**To do**. Where in the data does the word "filter" appear? Find those lines and copy them.

+++ Study material

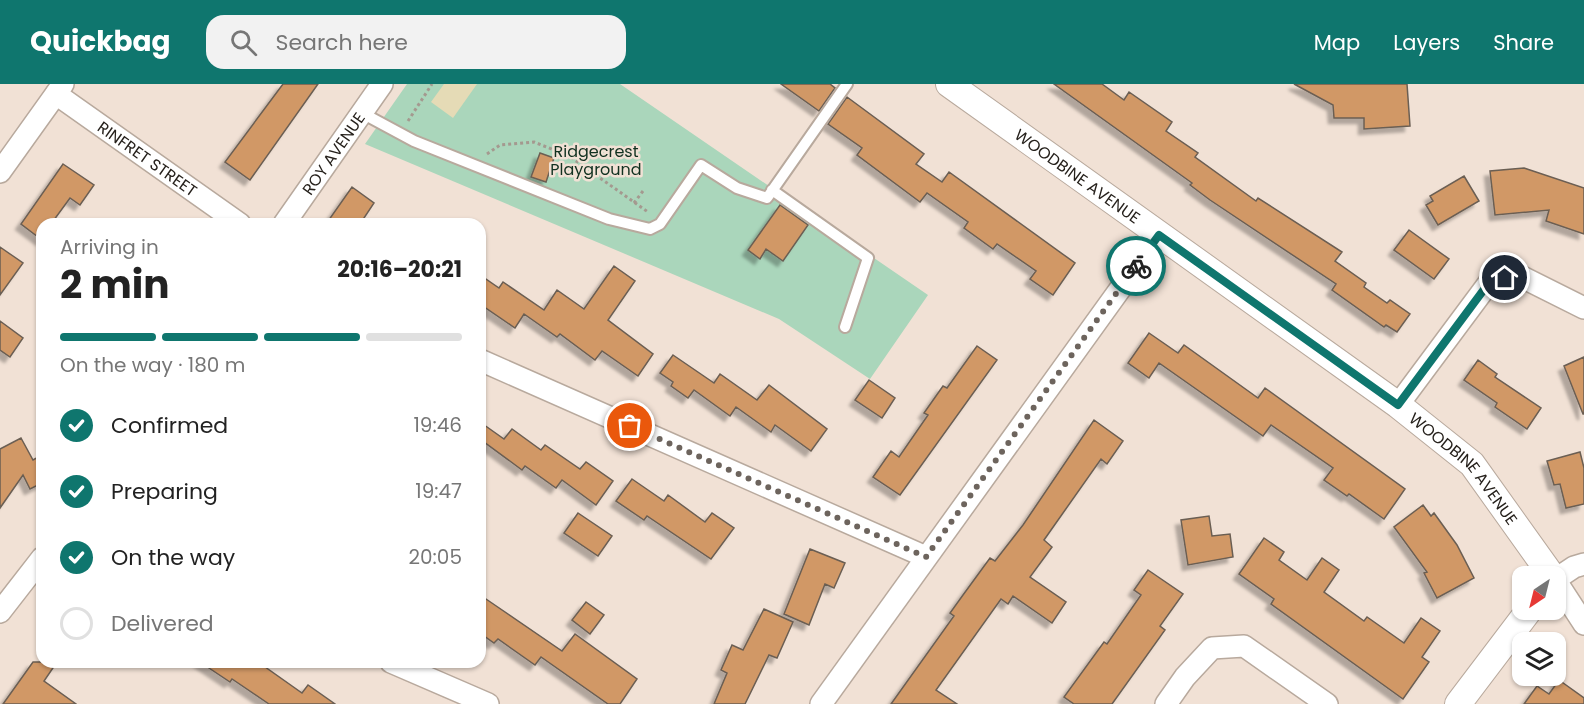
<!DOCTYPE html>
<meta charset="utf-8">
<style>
:root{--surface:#fff;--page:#f2f2f2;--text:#222;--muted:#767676;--line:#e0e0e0;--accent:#0f766e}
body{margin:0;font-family:Poppins,sans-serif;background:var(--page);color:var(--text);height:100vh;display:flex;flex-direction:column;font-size:22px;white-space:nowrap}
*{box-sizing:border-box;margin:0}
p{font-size:20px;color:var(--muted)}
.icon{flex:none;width:33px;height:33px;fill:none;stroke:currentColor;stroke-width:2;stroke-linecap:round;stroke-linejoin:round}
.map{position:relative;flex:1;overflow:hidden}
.drawer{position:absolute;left:36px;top:134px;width:450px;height:450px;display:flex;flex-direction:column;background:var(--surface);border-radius:18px;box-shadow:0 2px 4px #0004}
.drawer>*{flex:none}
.needle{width:39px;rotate:215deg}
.buttons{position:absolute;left:1512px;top:482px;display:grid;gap:12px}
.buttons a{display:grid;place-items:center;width:54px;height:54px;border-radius:12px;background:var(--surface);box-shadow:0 2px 4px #0004;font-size:30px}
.pin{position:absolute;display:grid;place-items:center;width:51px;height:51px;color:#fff;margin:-26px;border:3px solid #fff;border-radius:50%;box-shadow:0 2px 6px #0007}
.courier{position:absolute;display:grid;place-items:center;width:60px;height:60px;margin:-30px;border:4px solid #0f766e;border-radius:50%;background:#fff;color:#222;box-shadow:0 2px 8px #0007}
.headline em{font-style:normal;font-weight:700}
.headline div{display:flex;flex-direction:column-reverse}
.headline{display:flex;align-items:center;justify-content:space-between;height:102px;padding:0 24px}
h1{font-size:39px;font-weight:700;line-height:45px}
.bar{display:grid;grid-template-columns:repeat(4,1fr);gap:9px 6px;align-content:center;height:72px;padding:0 24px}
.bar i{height:8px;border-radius:4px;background:var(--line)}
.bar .current{background:var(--accent)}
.bar p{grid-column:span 4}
ol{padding:0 24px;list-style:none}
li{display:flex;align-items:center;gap:18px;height:66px}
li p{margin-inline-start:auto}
li .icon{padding:6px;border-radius:50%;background:var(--accent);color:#fff;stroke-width:4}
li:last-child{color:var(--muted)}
li i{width:33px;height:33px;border:3px solid var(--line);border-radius:50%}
header{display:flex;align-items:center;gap:36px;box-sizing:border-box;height:84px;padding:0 30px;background:var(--accent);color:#fff}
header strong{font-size:28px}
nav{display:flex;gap:33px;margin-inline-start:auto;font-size:21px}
.search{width:420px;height:54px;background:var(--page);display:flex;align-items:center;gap:15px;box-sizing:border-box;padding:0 21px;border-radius:18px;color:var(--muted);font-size:22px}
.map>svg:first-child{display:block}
.green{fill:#aad6bb}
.sand{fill:#e5dbb6}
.building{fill:#d19866;stroke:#6b5e53;stroke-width:1.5;filter:url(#shadow)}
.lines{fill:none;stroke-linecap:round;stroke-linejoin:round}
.service-casing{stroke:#b8a99d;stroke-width:14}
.minor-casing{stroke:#b8a99d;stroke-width:24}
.tertiary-casing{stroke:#b8a99d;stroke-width:28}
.path{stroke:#a4998f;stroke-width:3;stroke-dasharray:3 3;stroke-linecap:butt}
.service{stroke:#fff;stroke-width:10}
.minor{stroke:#fff;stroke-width:21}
.tertiary{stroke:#fff;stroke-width:26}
.done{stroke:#6d645d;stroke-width:6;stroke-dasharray:0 10.8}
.route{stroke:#0f766e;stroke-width:8}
.labels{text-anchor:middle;stroke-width:5;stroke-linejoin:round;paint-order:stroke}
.park-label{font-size:16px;fill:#113120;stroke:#f1e1d5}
.street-label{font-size:16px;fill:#26211c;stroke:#f1e1d5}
</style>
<header>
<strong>Quickbag</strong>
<div class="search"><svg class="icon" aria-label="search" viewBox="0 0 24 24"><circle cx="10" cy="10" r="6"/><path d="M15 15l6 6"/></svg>Search here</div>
<nav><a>Map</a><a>Layers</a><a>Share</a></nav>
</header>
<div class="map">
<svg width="1584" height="620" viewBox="0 0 1584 620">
<defs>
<filter id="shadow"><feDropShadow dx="-5.5" dy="5.5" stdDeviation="1.5" flood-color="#0004"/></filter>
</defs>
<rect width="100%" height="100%" fill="#f1e1d5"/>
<!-- green -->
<path class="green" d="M407,0H620L928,211L870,295L779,235L365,60Z"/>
<!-- sand -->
<path class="sand" d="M444,0H477L453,34L431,18Z"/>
<!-- building -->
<path class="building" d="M283,0H318L250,96L225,78Z
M781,0H830L835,4L819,27Z
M1054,0H1102L1124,16L1129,8L1172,38L1166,47L1198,69L1195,73L1256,117L1258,114L1342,168L1335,177L1366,199L1364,203L1387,219L1390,216L1410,230L1397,248L1386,241L1384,243L1332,206L1336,200L1210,116L1190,101L1192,99Z
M1294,0H1407L1410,42L1364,45V34H1334L1333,21Z
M847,13L924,70L916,80L942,98L949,88L1075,179L1053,211L1030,195L1036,187L997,160L993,165L964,144L968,138L927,109L920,118L857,71L862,64L828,40Z
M540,69L554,74L546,98L531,93Z
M63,80L94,101L80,121L70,114L51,140H42V156L21,140Z
M1524,84L1584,104V150L1546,137L1549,126L1495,131L1490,87Z
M1464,92L1479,117L1438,141L1426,121L1433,117L1430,112Z
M352,103L374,119L360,140H326Z
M780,121L808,141L783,177L766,165L760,175L748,166Z
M1409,146L1449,175L1434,195L1394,166Z
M0,163L23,179L0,211Z
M614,182L635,197L608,236L653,270L638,292L602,267L595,276L560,250L557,253L524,230L515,244L480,220V191L499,204L503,198L544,226L557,206L584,225Z
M0,237L23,254L10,273L0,266Z
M1149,249L1178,269L1184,261L1258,314L1265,304L1405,405L1384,435L1349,410L1347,412L1324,396L1333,384L1271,341L1263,352L1159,279L1149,294L1128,279Z
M977,262L997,276L900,411L873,393L891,367L899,373L928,331L924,329L943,302L947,304Z
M673,271L714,299L720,290L757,316L769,301L827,345L811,367L775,341L771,348L736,323L730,332L694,306L688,314L671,302L673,298L660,289Z
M1584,273V330H1583L1564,282Z
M1478,276L1497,290L1495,293L1541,324L1527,345L1495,323L1497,319L1464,296Z
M869,296L895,314L882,334L855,316Z
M1094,336L1123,357L1107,380L1101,375L1044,456L1052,463L1030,493L1066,518L1052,539L1013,512L1008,520L1001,515L936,606L957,620H891L954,532L950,529L963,511L990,474L995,477L1023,441Z
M480,338L504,355L512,345L541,366L545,361L580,385L586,378L613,397L596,421L562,396L556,404L525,382L522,386L480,355Z
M21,354L33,376L42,371V399L30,405L23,391L0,424V365Z
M1580,368L1584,384V420L1566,424L1560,400L1554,401L1547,377Z
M632,395L664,417L668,411L705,438L712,429L734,444L711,475L647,432L644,436L616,417Z
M1423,421L1431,432L1434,429L1457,461L1474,494L1437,514L1424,489L1427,488L1394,443Z
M578,429L612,452L598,472L564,449Z
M1209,432L1212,452L1230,450L1233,473L1188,481L1181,436Z
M1264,454L1284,468L1279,476L1307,496L1322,474L1339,486L1324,508L1364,537L1367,533L1404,559L1421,534L1440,547L1422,573L1429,578L1403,615L1271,520L1274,515L1239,490Z
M810,465L845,479L834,504L825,500L809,541L784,530Z
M1148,486L1183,510L1160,542L1165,546L1112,620H1074L1064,613L1104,558L1107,560L1141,511L1134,506Z
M486,515L562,567L575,550L637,595L620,620H608L541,573L535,581L498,555L494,559L480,549V523Z
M586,518L604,531L590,550L572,536Z
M764,525L793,538L777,574L769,571L745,620H714L727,589L721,586L732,561L743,566Z
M33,578H57L44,597L76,620H3Z
M200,578H258L302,609L308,601L335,620H269L232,595L230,598Z
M1559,596L1584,614V620H1524L1537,602L1549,610Z"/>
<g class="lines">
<!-- service casing -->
<g class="service-casing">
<path id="service" d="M362,29L414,57L609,135L650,145L660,140L701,81L737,104L767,114L847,0
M772,106L868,174L845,243"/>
</g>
<!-- minor casing -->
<g class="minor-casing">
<g id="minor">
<path id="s1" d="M56,10L240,140"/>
<path d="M0,88L63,0"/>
<path id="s2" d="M284,140L382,0"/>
<path d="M480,276L926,473"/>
<path d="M1398,321L1491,196L1518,191L1584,224"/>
<path d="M1556,495L1574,483L1584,480"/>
<path d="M1556,497L1584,540"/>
<path d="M0,528L42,474"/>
<path d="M391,578L488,620"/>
<path d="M821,620L1159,151"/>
<path d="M1166,620L1185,593L1212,564L1244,562L1327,620"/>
</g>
</g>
<!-- tertiary casing -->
<g class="tertiary-casing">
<g id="tertiary">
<path id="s3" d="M949,0L1398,321L1472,380L1552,492"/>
<path d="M1458,620L1530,525"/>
</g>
</g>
<!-- path -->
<path class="path" d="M408,37L432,0
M487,70L500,61L534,58L569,72L648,128
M634,119L643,107"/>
<!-- service -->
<use href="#service" class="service"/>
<!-- minor -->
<use href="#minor" class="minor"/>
<!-- tertiary -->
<use href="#tertiary" class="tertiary"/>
</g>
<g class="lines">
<!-- done -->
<path class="done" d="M630,342L926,473L1136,182"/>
<!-- route -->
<path class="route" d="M1136,182L1159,151L1398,321L1491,196L1505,194"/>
</g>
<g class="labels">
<!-- park labels -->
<g class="park-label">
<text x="596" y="73">Ridgecrest<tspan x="596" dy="18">Playground</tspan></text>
</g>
<!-- street labels -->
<g class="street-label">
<text dy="6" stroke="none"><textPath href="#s2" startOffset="86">ROY AVENUE</textPath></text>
<text dy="6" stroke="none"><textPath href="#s1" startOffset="112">RINFRET STREET</textPath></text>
<text dy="6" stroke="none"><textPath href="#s3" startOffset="158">WOODBINE AVENUE</textPath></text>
<text dy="6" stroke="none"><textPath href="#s3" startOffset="644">WOODBINE AVENUE</textPath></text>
</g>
</g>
</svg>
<div class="buttons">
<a><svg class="needle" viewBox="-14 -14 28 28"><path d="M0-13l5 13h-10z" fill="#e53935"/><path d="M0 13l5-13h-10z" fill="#767676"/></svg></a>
<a><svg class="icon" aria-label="layers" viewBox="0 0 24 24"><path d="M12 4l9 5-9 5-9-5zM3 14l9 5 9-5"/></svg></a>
</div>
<div class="pin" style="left:630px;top:342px;background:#ea580c"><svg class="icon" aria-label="bag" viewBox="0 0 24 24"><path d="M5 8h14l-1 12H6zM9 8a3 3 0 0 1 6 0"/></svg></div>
<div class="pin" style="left:1505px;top:194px;background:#1f2937"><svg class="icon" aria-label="home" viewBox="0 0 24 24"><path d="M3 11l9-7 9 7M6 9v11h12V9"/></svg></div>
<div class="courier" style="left:1136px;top:182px"><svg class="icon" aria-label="bike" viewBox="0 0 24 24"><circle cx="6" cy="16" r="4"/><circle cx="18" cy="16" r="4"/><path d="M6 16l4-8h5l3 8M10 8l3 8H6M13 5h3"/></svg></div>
<section class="drawer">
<div class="headline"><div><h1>2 min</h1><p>Arriving in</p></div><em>20:16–20:21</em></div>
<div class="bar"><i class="current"></i><i class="current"></i><i class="current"></i><i></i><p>On the way · 180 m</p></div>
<ol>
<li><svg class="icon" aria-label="check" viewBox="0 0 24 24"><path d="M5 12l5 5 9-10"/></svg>Confirmed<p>19:46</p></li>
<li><svg class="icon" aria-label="check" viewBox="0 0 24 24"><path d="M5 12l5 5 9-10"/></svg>Preparing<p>19:47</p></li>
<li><svg class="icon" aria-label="check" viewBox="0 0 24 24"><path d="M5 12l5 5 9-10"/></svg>On the way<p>20:05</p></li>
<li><i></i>Delivered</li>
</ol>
</section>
</div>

++++++

**Problem solution**.
.building{fill:#d19866;stroke:#6b5e53;stroke-width:1.5;filter:url(#shadow)}
<filter id="shadow"><feDropShadow dx="-5.5" dy="5.5" stdDeviation="1.5" flood-color="#0004"/></filter>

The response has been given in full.